US activist issues final PNR warning
A human rights activist has highlighted the consequences an expected agreement between the European Union (EU) and the USA will have on travellers’ personal rights.
US campaigner Edward Hasbrouck said speaking to the Kurier that the so-called Passenger Name Record (PNR) regulation – on which the EU and the United States are set to agree upon, according to observers – was a breach of European data protection laws. Hasbrouck claimed the USA were aware of this and therefore trying to justify and legalise their disputed actions by getting PNR underway.
Hasbrouck said today (Tues) he asked US domestic and travel security authorities for the permission to check what kind of information they garnered about him in 2007. He said officials got back to him three years later. Hasbrouck found that the collected data featured information on journeys he undertook in Europe such as bookings of trains and hotels. “The US know who shares your bed (when you are travelling),” he warned.
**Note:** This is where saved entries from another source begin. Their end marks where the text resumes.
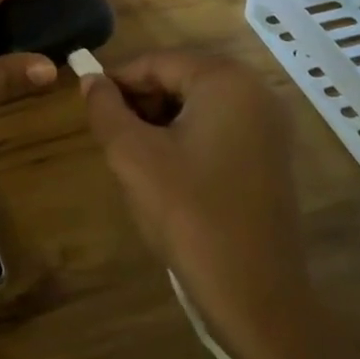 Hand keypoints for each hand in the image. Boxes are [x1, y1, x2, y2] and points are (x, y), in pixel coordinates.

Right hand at [81, 52, 310, 351]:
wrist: (256, 297)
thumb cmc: (190, 216)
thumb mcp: (133, 157)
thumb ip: (105, 109)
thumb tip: (90, 80)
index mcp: (226, 81)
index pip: (156, 62)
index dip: (116, 82)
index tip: (89, 109)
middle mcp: (255, 91)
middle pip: (178, 79)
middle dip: (140, 104)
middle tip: (113, 142)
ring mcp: (269, 125)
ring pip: (196, 105)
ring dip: (159, 124)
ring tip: (137, 162)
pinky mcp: (270, 156)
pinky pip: (217, 129)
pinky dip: (186, 141)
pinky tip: (168, 177) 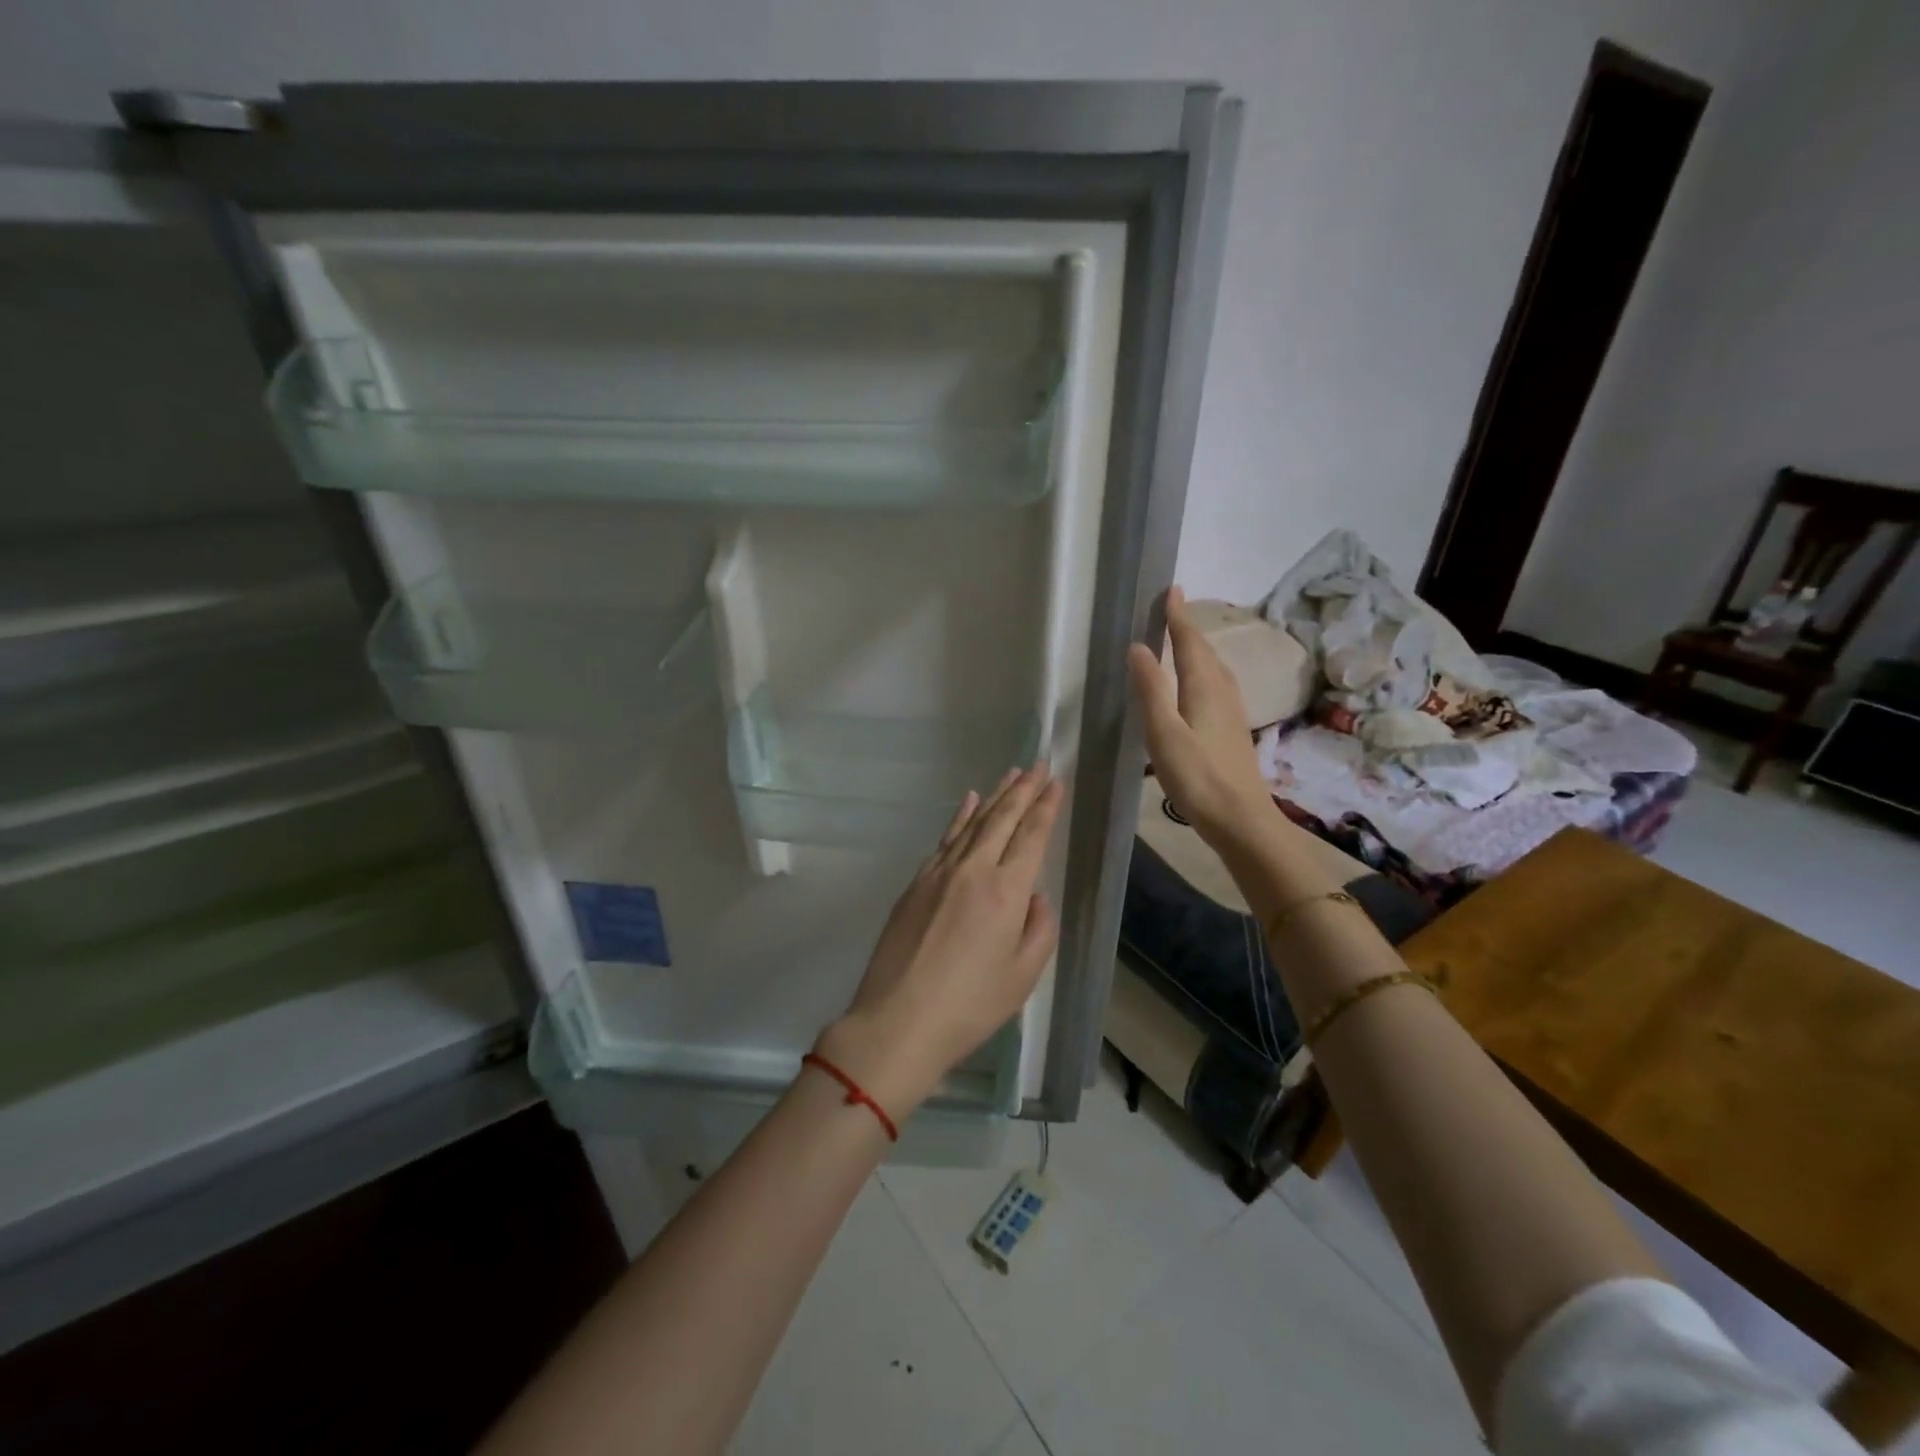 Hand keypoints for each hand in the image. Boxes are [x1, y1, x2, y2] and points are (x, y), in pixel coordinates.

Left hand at [815, 765, 1064, 1117]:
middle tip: (1038, 764)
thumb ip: (1039, 929)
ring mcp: (939, 873)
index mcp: (1007, 892)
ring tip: (1011, 774)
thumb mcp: (1023, 976)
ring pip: (973, 822)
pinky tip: (968, 802)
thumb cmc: (970, 1006)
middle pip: (1002, 818)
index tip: (1055, 780)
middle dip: (1023, 789)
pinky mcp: (915, 883)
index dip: (1046, 806)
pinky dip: (960, 817)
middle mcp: (974, 871)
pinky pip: (945, 838)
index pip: (1032, 836)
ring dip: (994, 796)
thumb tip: (1034, 896)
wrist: (898, 1020)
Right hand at [1128, 586, 1274, 847]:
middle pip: (1204, 651)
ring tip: (1181, 638)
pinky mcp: (1232, 729)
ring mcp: (1231, 710)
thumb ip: (1151, 689)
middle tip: (1171, 608)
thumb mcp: (1164, 732)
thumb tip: (1139, 646)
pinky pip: (1216, 684)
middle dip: (1187, 627)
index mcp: (1204, 686)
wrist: (1241, 819)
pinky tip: (1197, 684)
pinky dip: (1202, 671)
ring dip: (1197, 648)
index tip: (1171, 590)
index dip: (1178, 616)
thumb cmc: (1198, 776)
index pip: (1189, 641)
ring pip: (1213, 667)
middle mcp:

Various European data protection organisations have been fighting the expected accord between the European Parliament (EP) and the US government on PNR for years. A draft bill on an agreement has already been established by European lawmakers. EP delegates are tipped to give the green light to PNR – which the USA consider as vital in their fight against global terror – in the coming weeks.
One of the draft bill’s most controversial aspects is the plan to allow the United States to keep information about flight passengers for 15 years whereas a similar agreement with Australia features a maximum storage time of only five and a half years.